→ **Information provided**

────────────────────────────────────────

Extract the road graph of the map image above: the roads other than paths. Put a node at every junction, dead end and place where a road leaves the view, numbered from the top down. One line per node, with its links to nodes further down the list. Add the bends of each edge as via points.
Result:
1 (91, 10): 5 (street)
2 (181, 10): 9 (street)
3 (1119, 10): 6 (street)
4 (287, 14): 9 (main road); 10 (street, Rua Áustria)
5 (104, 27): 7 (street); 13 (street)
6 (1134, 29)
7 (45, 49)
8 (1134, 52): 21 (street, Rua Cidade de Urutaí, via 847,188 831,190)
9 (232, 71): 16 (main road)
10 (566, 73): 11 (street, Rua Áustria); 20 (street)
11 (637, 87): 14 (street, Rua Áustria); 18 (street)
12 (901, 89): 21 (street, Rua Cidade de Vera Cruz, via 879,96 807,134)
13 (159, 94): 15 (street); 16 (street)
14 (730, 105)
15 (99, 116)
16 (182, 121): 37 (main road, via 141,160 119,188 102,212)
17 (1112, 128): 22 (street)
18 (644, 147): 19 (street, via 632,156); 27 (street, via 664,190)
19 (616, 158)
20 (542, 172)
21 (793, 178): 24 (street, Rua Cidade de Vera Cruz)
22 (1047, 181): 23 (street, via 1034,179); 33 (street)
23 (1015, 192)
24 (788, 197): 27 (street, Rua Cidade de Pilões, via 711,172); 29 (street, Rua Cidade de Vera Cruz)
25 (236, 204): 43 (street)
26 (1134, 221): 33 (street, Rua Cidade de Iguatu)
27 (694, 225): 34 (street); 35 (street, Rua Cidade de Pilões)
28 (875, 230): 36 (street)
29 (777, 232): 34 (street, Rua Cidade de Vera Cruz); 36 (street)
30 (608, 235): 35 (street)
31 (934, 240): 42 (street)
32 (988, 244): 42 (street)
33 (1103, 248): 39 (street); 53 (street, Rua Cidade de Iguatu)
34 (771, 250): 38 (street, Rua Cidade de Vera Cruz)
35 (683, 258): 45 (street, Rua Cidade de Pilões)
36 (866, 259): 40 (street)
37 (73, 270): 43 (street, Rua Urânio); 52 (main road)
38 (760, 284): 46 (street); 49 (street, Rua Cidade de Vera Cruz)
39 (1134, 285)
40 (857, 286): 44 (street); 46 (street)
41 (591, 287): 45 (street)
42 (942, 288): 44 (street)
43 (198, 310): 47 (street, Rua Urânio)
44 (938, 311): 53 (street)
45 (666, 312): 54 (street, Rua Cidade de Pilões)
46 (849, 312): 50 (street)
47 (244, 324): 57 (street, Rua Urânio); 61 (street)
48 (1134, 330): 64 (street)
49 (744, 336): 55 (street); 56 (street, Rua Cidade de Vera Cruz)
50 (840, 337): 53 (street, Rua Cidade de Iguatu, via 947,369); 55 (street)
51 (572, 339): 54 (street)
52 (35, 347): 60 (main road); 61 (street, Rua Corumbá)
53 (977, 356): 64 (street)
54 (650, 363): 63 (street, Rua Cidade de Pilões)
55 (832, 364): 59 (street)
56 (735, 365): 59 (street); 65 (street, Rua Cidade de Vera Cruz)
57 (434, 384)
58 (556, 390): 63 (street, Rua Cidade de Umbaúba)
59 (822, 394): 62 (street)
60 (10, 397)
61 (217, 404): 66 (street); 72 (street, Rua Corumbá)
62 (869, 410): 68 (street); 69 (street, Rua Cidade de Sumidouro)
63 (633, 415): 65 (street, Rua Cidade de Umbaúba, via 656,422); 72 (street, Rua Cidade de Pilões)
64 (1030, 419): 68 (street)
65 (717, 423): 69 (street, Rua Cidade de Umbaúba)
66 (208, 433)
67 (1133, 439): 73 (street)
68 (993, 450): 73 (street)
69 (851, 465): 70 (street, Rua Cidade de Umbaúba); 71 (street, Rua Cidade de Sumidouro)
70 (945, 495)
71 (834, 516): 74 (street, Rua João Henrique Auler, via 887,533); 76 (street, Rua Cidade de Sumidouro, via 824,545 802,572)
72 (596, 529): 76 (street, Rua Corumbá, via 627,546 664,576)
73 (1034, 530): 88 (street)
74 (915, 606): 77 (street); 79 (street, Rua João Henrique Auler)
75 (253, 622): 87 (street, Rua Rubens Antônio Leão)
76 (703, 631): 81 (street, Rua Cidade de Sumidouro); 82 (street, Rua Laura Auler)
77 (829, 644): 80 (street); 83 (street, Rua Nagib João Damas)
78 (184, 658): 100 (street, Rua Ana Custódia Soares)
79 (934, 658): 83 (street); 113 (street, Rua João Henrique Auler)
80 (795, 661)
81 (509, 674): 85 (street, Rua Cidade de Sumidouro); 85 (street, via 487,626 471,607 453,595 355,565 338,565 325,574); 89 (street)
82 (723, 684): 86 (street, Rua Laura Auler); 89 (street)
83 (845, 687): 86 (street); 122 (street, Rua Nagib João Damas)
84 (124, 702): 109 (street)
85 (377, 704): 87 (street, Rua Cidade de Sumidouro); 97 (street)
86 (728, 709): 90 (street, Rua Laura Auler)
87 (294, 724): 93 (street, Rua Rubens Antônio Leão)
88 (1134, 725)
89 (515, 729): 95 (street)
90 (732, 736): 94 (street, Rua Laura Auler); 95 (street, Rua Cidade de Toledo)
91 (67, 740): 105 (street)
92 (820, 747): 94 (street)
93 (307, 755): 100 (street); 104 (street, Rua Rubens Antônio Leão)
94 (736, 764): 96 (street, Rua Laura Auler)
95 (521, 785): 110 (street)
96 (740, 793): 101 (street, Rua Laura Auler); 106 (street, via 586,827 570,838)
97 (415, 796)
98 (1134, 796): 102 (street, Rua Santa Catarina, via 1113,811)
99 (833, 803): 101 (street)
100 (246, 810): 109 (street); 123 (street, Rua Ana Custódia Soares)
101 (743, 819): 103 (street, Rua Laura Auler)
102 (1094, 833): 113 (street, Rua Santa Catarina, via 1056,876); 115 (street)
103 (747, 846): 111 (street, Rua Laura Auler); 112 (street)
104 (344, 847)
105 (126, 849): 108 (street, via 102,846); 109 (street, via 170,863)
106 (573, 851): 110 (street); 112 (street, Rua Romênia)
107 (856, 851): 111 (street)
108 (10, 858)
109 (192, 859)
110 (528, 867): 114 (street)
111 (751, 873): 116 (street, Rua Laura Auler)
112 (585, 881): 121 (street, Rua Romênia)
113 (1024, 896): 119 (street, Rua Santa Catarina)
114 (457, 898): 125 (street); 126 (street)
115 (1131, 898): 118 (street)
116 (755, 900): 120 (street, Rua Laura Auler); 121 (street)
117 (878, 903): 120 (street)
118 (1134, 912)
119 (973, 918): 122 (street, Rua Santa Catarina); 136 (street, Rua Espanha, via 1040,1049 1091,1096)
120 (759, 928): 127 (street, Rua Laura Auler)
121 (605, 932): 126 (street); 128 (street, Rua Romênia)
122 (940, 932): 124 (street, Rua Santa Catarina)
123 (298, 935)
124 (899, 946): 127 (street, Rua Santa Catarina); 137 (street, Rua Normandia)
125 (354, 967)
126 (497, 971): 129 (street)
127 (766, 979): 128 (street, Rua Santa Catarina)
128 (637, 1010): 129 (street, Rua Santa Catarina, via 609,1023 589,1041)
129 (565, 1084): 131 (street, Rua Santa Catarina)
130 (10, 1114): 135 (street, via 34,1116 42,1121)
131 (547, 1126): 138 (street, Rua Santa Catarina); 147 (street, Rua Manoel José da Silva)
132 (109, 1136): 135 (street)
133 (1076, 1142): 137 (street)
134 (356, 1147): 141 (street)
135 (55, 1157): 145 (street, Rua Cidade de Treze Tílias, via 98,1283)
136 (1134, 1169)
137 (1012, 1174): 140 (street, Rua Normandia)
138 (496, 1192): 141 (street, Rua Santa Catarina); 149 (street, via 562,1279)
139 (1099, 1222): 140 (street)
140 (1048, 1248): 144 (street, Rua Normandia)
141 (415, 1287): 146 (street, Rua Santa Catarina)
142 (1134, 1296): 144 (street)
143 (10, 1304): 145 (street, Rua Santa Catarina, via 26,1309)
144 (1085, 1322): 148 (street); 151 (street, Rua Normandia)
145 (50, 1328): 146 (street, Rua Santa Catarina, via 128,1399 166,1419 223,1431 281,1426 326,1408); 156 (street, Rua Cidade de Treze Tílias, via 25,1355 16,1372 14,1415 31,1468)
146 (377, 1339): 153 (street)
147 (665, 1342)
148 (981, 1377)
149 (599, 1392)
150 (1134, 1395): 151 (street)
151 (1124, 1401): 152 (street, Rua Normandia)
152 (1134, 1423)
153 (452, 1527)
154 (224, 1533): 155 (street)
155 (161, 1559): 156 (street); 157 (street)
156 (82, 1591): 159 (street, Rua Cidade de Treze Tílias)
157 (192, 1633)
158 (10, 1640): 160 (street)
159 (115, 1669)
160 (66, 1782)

────────────────────────────────────────

→ **To do**
A complete answer reproduces every line of the records in which the word "Henrique" occurs.

→ **Answer to the exercise**
71 (834, 516): 74 (street, Rua João Henrique Auler, via 887,533); 76 (street, Rua Cidade de Sumidouro, via 824,545 802,572)
74 (915, 606): 77 (street); 79 (street, Rua João Henrique Auler)
79 (934, 658): 83 (street); 113 (street, Rua João Henrique Auler)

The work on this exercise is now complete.